Los griegos, que supieron dar a la vida el valor que tiene, no derivaron de un modo sistemático a estos tonos sombríos y descorazonadores de nuestros románticos. ¡Hay que estar muy ciegos para no descubrir en la vida todos los atractivos que nos ofrece, o ser unos falsarios de la literatura y pintar con negros colores lo que se nos muestra, por el contrario, con tal variedad de risueñas y placenteras tonalidades!

Don Nicomedes Pastor Díaz309 fue uno de los poetas más afectados por esta dolencia espiritual. A juzgar por sus versos, pocos hombres habrá habido tan infortunados como él. La cuerda de la lira que más hiere su plectro es la del dolor. Siempre está tensa. Sus notas, vibrantes y acordadas, son íntimos y desgarradores lamentos del corazón. Los sentimientos fluyen de su pluma con cierto desorden lírico, cual conviene a la verdadera poesía. Otras veces, y esto es lo más frecuente, con la disciplina, ponderación y trasparencia propias de los poetas clásicos, en los que alzándose la razón, vigilante y severa, contra cualquier desconcertado impulso del corazón, hace abortar toda extravagancia o desbarro.
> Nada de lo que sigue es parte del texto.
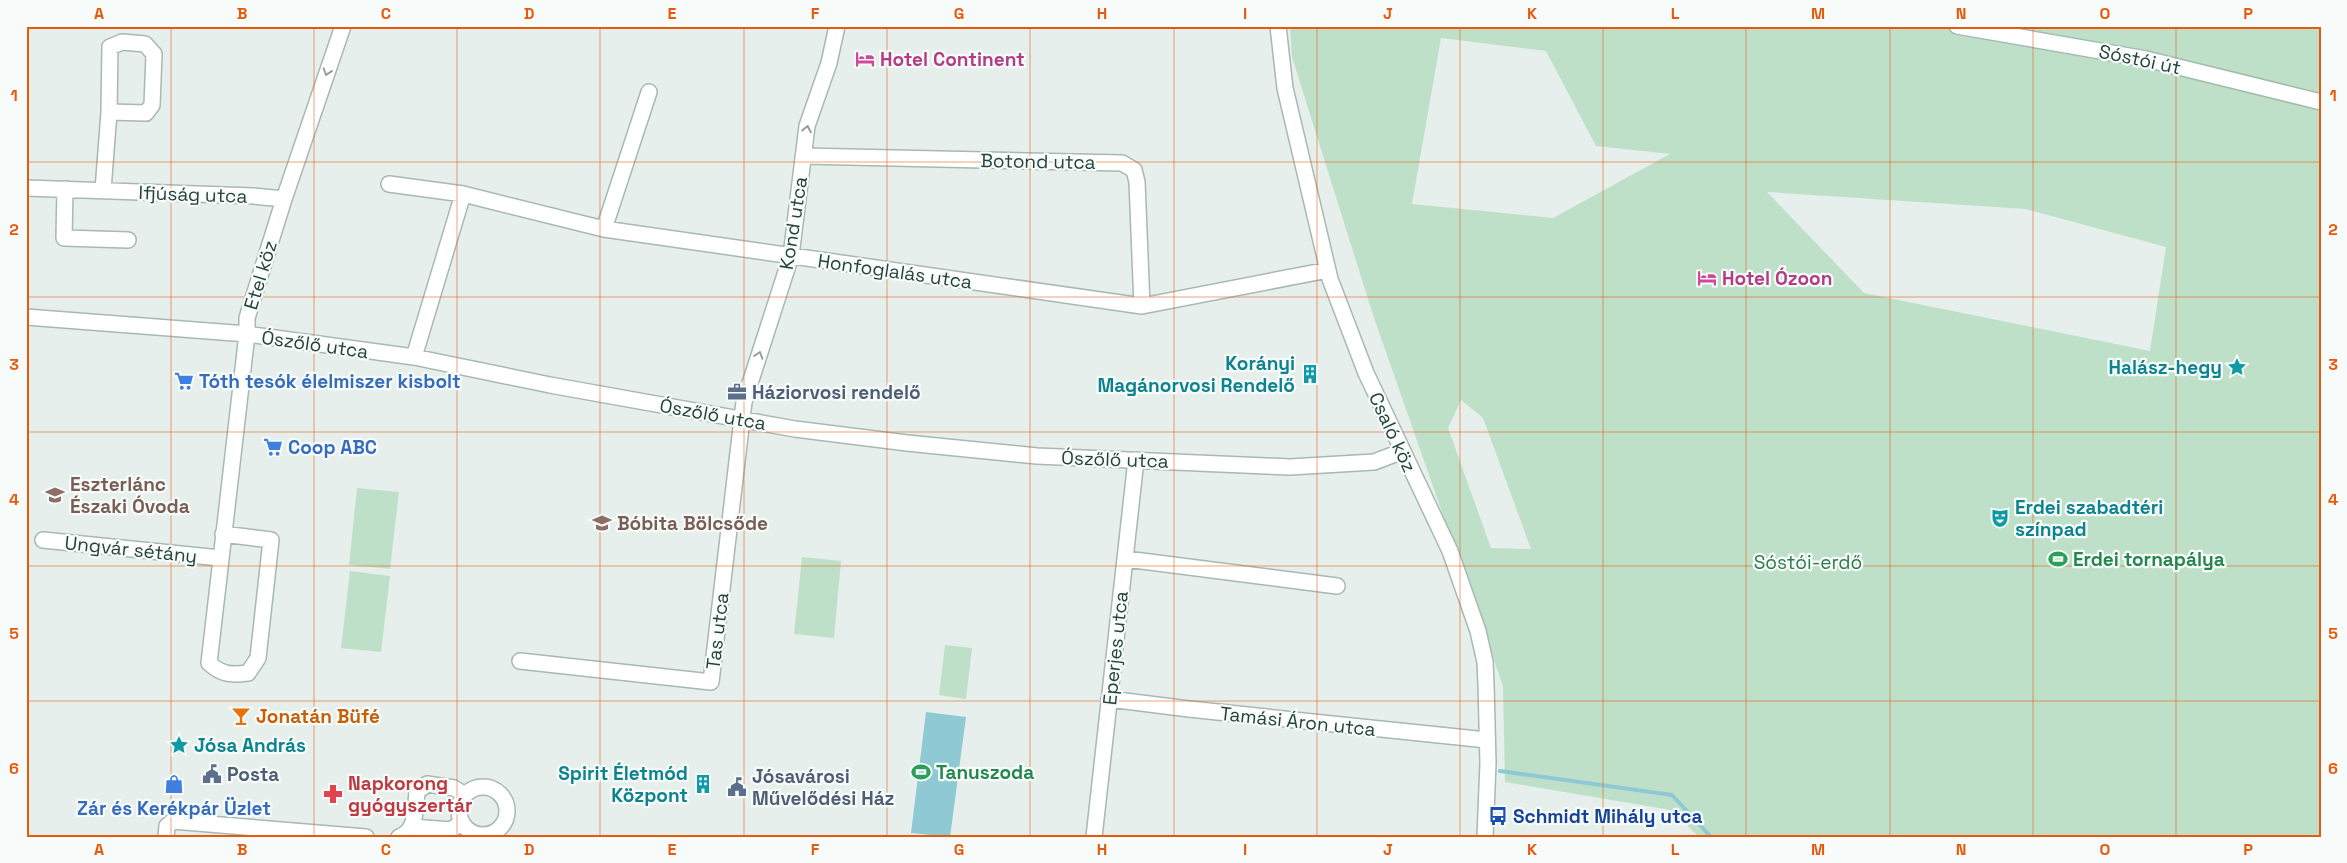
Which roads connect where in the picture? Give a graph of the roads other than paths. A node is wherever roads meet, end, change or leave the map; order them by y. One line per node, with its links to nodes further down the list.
1 (343, 26): 14 (street, Etel köz, one-way to 14)
2 (837, 26): 8 (street, Kond utca, one-way to 2)
3 (1278, 26): 18 (street, Csaló köz)
4 (1957, 26): 6 (street, Sóstói út)
5 (649, 92): 15 (street)
6 (2321, 102)
7 (109, 112): 7 (street); 12 (street)
8 (803, 156): 17 (street, Kond utca); 19 (street, Botond utca)
9 (389, 184): 13 (street, Honfoglalás utca)
10 (26, 188): 11 (street, Ifjúság utca)
11 (65, 189): 12 (street, Ifjúság utca); 16 (street)
12 (103, 190): 14 (street, Ifjúság utca)
13 (463, 194): 15 (street, Honfoglalás utca); 22 (street)
14 (284, 199): 21 (street, Etel köz)
15 (604, 229): 17 (street, Honfoglalás utca)
16 (128, 240)
17 (791, 256): 19 (street, Honfoglalás utca); 23 (street, Kond utca, one-way to 17)
18 (1328, 270): 19 (street, Honfoglalás utca); 24 (street, Csaló köz)
19 (1142, 306)
20 (26, 316): 21 (street, Ószőlő utca)
21 (246, 334): 22 (street, Ószőlő utca); 26 (street, Etel köz)
22 (414, 357): 23 (street, Ószőlő utca)
23 (743, 419): 25 (street, Ószőlő utca); 31 (street, Tas utca)
24 (1403, 451): 25 (street, Ószőlő utca); 33 (street, Csaló köz)
25 (1136, 460): 29 (street, Eperjes utca)
26 (223, 534): 28 (street, Etel köz); 28 (street, Etel köz)
27 (43, 540): 28 (street, Ungvár sétány)
28 (220, 558)
29 (1126, 559): 30 (street); 32 (street, Eperjes utca)
30 (1337, 586)
31 (520, 661)
32 (1109, 699): 33 (street, Tamási Áron utca); 40 (street, Eperjes utca)
33 (1487, 740): 41 (street, Csaló köz)
34 (465, 795): 35 (street); 35 (street); 36 (street)
35 (462, 822): 36 (street)
36 (412, 827): 39 (street)
37 (166, 837): 38 (street)
38 (366, 837)
39 (399, 837)
40 (1094, 837)
41 (1485, 837)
Bellísimas son sus composiciones Mi inspiración, La mariposa negra, La sirena del Norte y A la luna310, que no dudamos en colocar al lado de las mejores de nuestro Parnaso. ¡Qué rico, original y elegante el lenguaje tropológico! ¡Qué brillante dicción poética! ¡Qué versos más musicales, cincelados y rítmicos! ¡Pero qué desolación interior! ¡Qué umbría y fúnebre tristeza se apodera del alma del poeta! Parece como si el sol, jocundo y fecundante, que preside, desde un cielo azul, limpio, encendido, todas las operaciones de la naturaleza, se hubiera apagado del todo o irradiase su luz tan sólo entre negros nubarrones. Como si el espumoso mar de las costas, en cuyas agitadas aguas van a mirarse fugazmente los astros, no tuviera otro objeto que el asordarnos con el lúgubre batir de sus olas en los acantilados. Y no hubiera cristalinos arroyos, que murmurasen entre la agreste maleza de los bosques; ni noches claras y ledas, vestidas con la plata refulgente de la luna; ni céfiros blandos que apenas meneasen la floresta; ni corazones de mujer que prodiguen amorosas ternuras; ni alegres y honestos placeres que proclamen la salud moral de los hombres y el excelente concierto de la vida, deparadora de alegrías y satisfacciones. Todo es, por el contrario, negro, árido, fúnebre, luctuoso, desolador. Las últimas lucecitas de la esperanza se han apagado. Los pensamientos más tristes, llenos de una enfermiza melancolía otoñal, se han posesionado de la mente, como una bandada de cuervos. El corazón ya no late acompasadamente al estímulo de dulces afectos, o es un volcán de pasiones siniestras o un cadáver insepulto.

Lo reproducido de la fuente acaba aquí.